You are viewing a plain text version of this content. The canonical link for it is here.

Posted to user@hbase.apache.org by Neil Yalowitz <ne...@gmail.com> on 2012/01/16 02:16:23 UTC

multi-threaded HTablePool, incrementColumnValue, compaction and large data set

I'm seeing something unusual here and I wanted to see if it has occurred
for any other HBase 0.90 users.  I've read several emails here that
recommend NOT using multi-threading in an MR job, so that's certainly under
consideration.  If anyone could add to their experiences with
multi-threading in an MR job it would be very helpful.  We are testing both
implementations (with threading and without), but the threaded solution is
causing the problem.

We are processing log files with PUTs in the Map and a followup
incrementColumnValue() to a separate "counts" table in the Reducer.  The
reduce phase uses multi-threading.  The Reducer initializes an HTablePool
in the setup(), starts threads in the reduce() (to a
Java BlockingQueue/CompletionService) which do the incrementColumnValue()
and depending on the value returned create a PUT in the "counter" table,
and in the cleanup() performs a completionService.take() which is ignored
and flushes the PUTs queued by the threads.

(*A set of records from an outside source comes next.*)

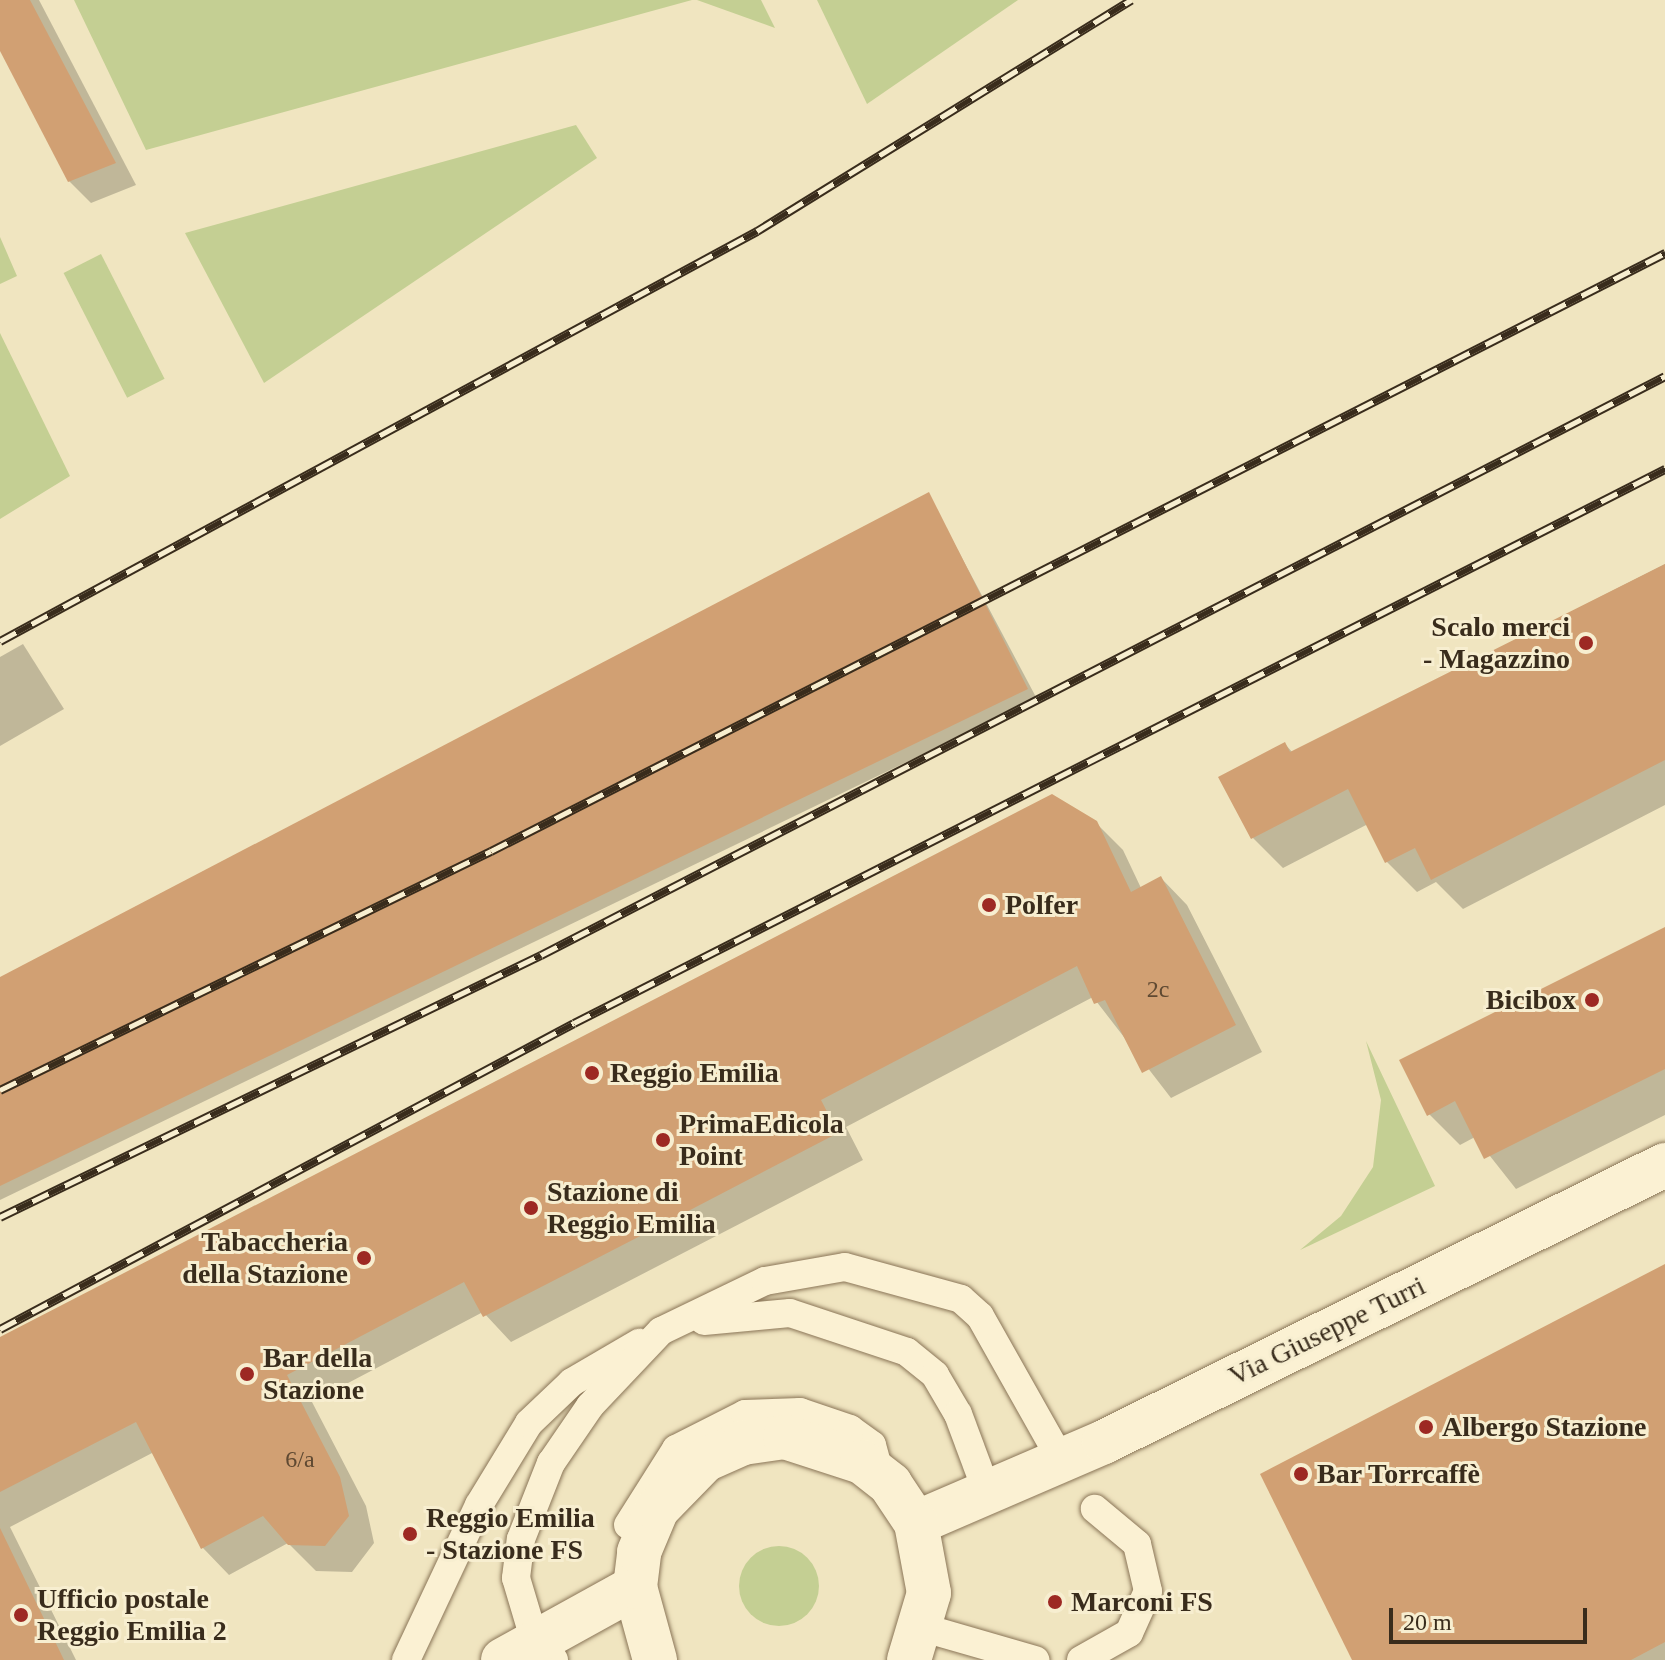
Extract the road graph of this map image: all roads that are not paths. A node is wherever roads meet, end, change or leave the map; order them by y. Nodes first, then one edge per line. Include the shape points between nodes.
1 (1665, 1165) edge
2 (661, 1331) junction
3 (1061, 1460) junction
4 (987, 1492) junction
5 (1095, 1509) dead end
6 (916, 1523) junction
7 (637, 1569) junction
8 (916, 1644) edge
9 (532, 1653) edge
10 (406, 1660) edge
11 (655, 1660) edge
12 (1035, 1660) edge
13 (1081, 1660) edge

1 - 3 street, Via Giuseppe Turri
2 - 3 lane via 765,1281 807,1270 845,1267 909,1279 975,1309
2 - 4 lane via 732,1315 790,1313 907,1352 935,1375 958,1414
2 - 9 lane via 590,1406 537,1489 516,1578
2 - 10 lane via 572,1382 529,1423 479,1505
3 - 4 street, Via Giuseppe Turri
4 - 6 street, Via Giuseppe Turri
5 - 13 lane via 1137,1544 1148,1591 1129,1633
6 - 7 street via 880,1474 845,1452 804,1439 743,1443 705,1460 670,1491
6 - 8 street via 929,1575
7 - 9 street
7 - 11 street
8 - 12 lane

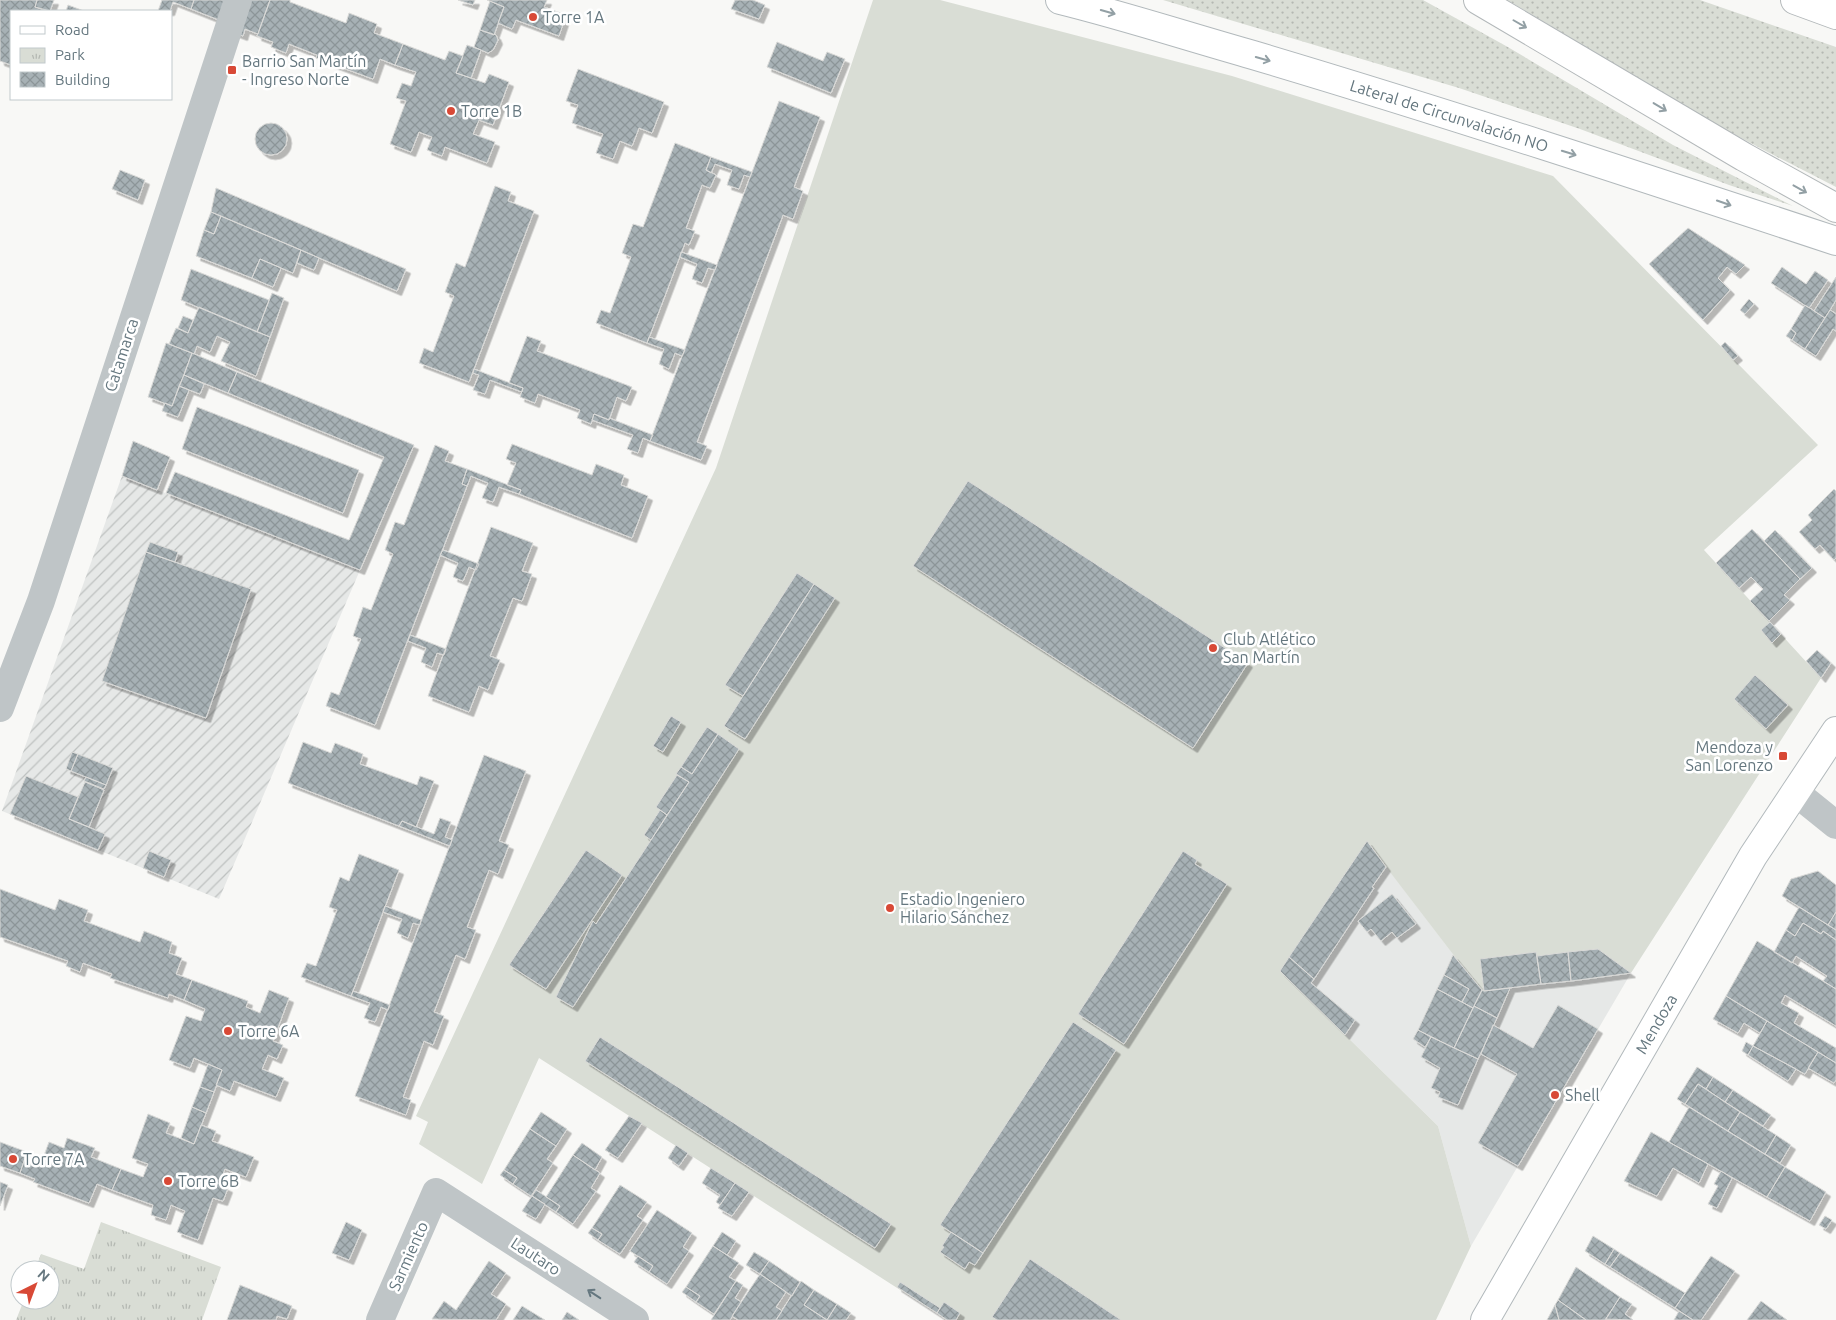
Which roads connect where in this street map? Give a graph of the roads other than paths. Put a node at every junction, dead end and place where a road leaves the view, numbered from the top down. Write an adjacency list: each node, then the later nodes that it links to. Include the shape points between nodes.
1 (238, 0): 8 (street, Catamarca, via 41,601)
2 (1060, 0): 7 (main road, Lateral de Circunvalación NO, one-way to 7, via 1414,103)
3 (1478, 0): 6 (main road, one-way to 6, via 1744,158)
4 (1796, 0): 5 (main road)
5 (1836, 14)
6 (1836, 208)
7 (1836, 240)
8 (0, 708)
9 (1836, 731): 10 (main road, Mendoza)
10 (1795, 792): 11 (street); 13 (main road, Mendoza, via 1753,856)
11 (1836, 824)
12 (436, 1192): 14 (street, Sarmiento); 15 (street, Lautaro, one-way to 12)
13 (1489, 1319)
14 (380, 1320)
15 (635, 1320)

There are no issues for approximately the first 100GB of data inserted.
 After approximately 100GB however, every subsequent job has a freeze
during the Reduce phase.  What I see happening is at some point the Reduce
(where the incrementColumnValue() takes place) tasks are "hung" and
eventually killed with reason: task client has not responded for 600
seconds.  The counters in the reduce job seem to grow briefly but then all
the tasks' counter stop increasing and the task is eventually killed.

Oddly, the problem does not occur if compaction is completely disabled (not
just major, but also setting hbase.hstore.compactionThreshold = 9999999
and hbase.hstore.blockingStoreFiles = 9999999).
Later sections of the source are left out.